Given that states rights were used recently in several critical Supreme Court decisions involving citizen’s rights, how will you support the rights granted by our constitution and bill of rights for Coloradans? What would be your first two priorities that are at risk?

My first priority will be safeguarding reproductive rights, ensuring that despite federal rollbacks, Coloradans can make personal health decisions without undue governmental interference. Secondly, I will prioritize the protection of voting rights, countering any efforts that threaten the accessibility and integrity of our electoral process, ensuring every Coloradan’s voice is heard and counted. These priorities are essential for maintaining personal freedoms and democratic principles in our state.


What do you see as your role as our State Senator in Dist. 19 in either helping or opposing citizen initiatives?

As the State Senator for District 19, my role in regards to citizen initiatives is to actively engage with and support the democratic process. As I’ve done as a community activist and organizer, I will continue to see it as essential to help amplify community voices and facilitate the initiative process when it aligns with the broader interests of public welfare and local values. Whether it involves supporting initiatives that reflect the community’s needs or opposing those that could be detrimental, I am committed to maintaining a transparent dialogue with constituents, providing guidance, and ensuring every initiative is considered with the respect it deserves.
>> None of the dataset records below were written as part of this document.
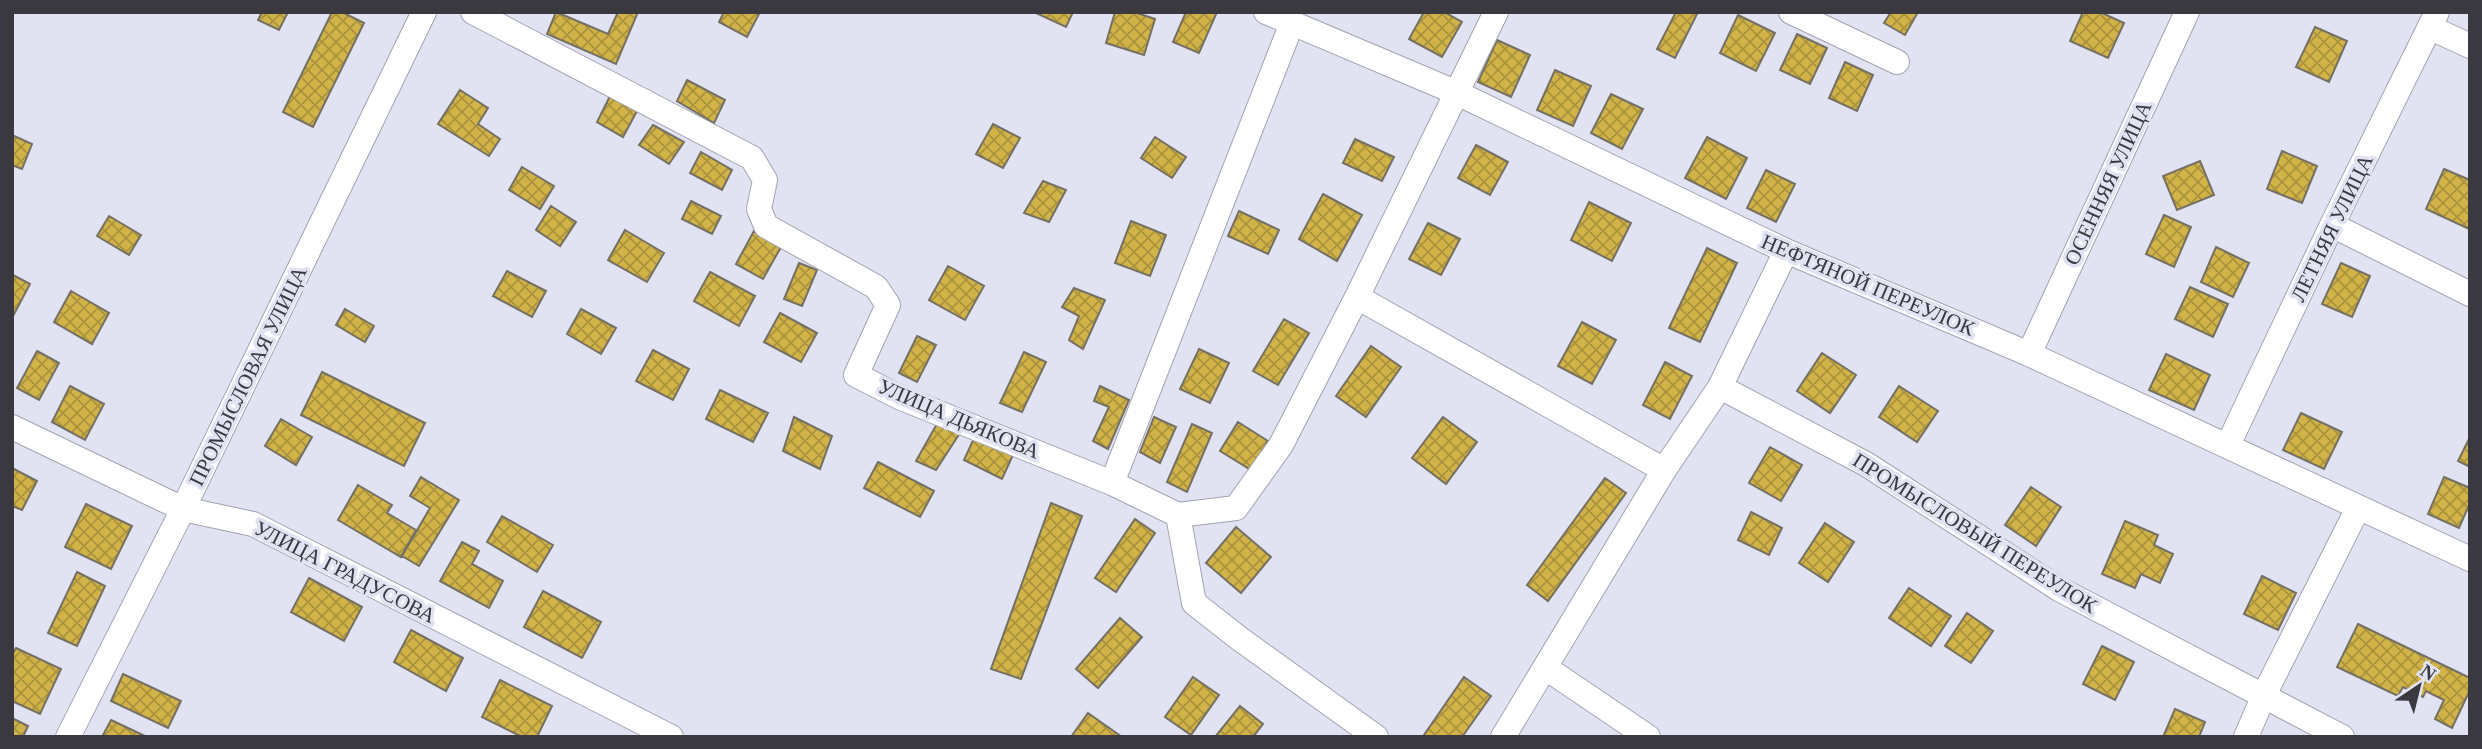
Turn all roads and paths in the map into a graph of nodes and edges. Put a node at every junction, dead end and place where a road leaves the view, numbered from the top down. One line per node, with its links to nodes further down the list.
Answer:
1 (473, 12): 21 (street, УЛИЦА ДЬЯКОВА)
2 (1266, 12): 8 (street, НЕФТЯНОЙ ПЕРЕУЛОК)
3 (1496, 12): 11 (street)
4 (1791, 12): 10 (street)
5 (2187, 12): 16 (street, ОСЕННЯЯ УЛИЦА)
6 (416, 15): 23 (street, ПРОМЫСЛОВАЯ УЛИЦА)
7 (2434, 20): 9 (street); 12 (street, ЛЕТНЯЯ УЛИЦА)
8 (1292, 23): 11 (street, НЕФТЯНОЙ ПЕРЕУЛОК); 21 (street)
9 (2470, 46)
10 (1897, 62)
11 (1455, 92): 13 (street, НЕФТЯНОЙ ПЕРЕУЛОК); 15 (street)
12 (2332, 225): 14 (street); 19 (street, ЛЕТНЯЯ УЛИЦА)
13 (1786, 251): 16 (street, НЕФТЯНОЙ ПЕРЕУЛОК); 17 (street)
14 (2470, 294)
15 (1357, 297): 20 (street); 24 (street)
16 (2029, 354): 19 (street, НЕФТЯНОЙ ПЕРЕУЛОК)
17 (1720, 387): 20 (street); 27 (street, ПРОМЫСЛОВЫЙ ПЕРЕУЛОК)
18 (12, 427): 23 (street, УЛИЦА ГРАДУСОВА)
19 (2228, 445): 22 (street, НЕФТЯНОЙ ПЕРЕУЛОК)
20 (1664, 470): 26 (street)
21 (1112, 483): 24 (street, УЛИЦА ДЬЯКОВА)
22 (2358, 508): 25 (street, НЕФТЯНОЙ ПЕРЕУЛОК); 27 (street)
23 (183, 509): 28 (street, ПРОМЫСЛОВАЯ УЛИЦА); 29 (street, УЛИЦА ГРАДУСОВА)
24 (1178, 515): 30 (street)
25 (2470, 559)
26 (1546, 668): 31 (street); 32 (street)
27 (2264, 695): 33 (street); 34 (street, ПРОМЫСЛОВЫЙ ПЕРЕУЛОК)
28 (68, 737)
29 (671, 737)
30 (1376, 737)
31 (1503, 737)
32 (1648, 737)
33 (2246, 737)
34 (2342, 737)

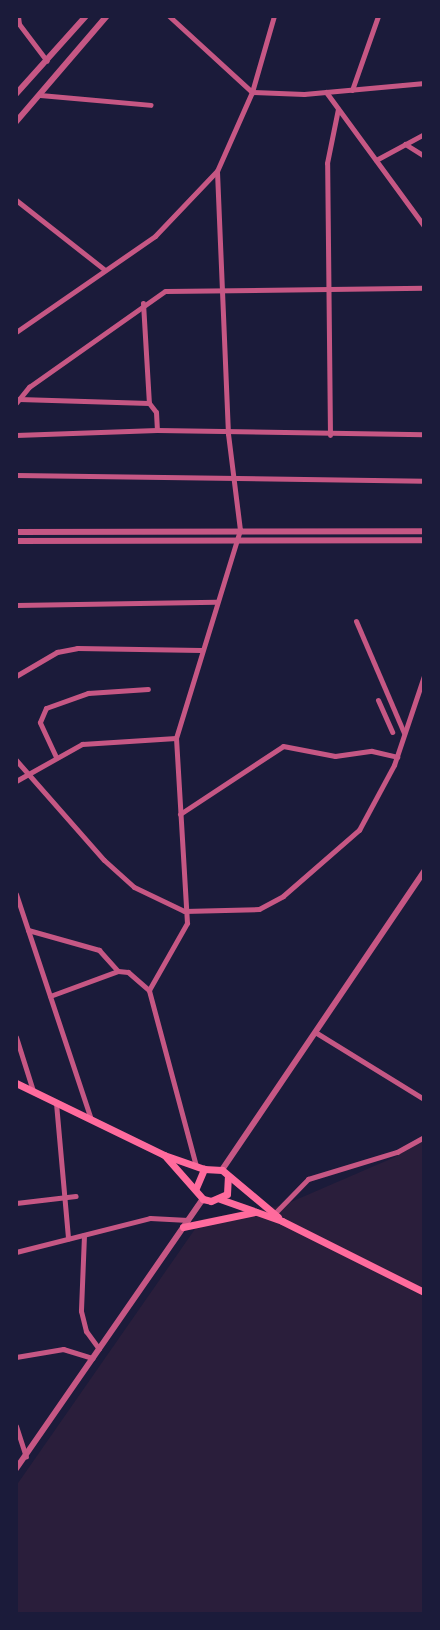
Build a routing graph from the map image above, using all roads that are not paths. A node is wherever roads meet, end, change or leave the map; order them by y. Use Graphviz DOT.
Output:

The ongoing war between Israel and Hamas in Gaza is an emotionally charged situation in Colorado. What are your thoughts on the current protests and encampments on Colorado’s campuses? Will you sign a permanent ceasefire letter or resolution urging an end to the current hostilities?

I believe it’s always crucial to support peaceful and lawful expressions of opinion. Regarding the conflict itself, I have already written a statement which said that I believe in a viable framework of peace that must be discovered that allows Israel and Palestine to coexist—side by side, independent and secure, free and democratic. I support Israel’s right to exist and defend itself, while also condemning policies that result in the loss of innocent Palestinian lives. Similarly, I uphold Palestine’s right to self-determination, while I condemn Hamas for its acts of terrorism. This vision respects the dignity, sovereignty, and aspirations of all parties involved.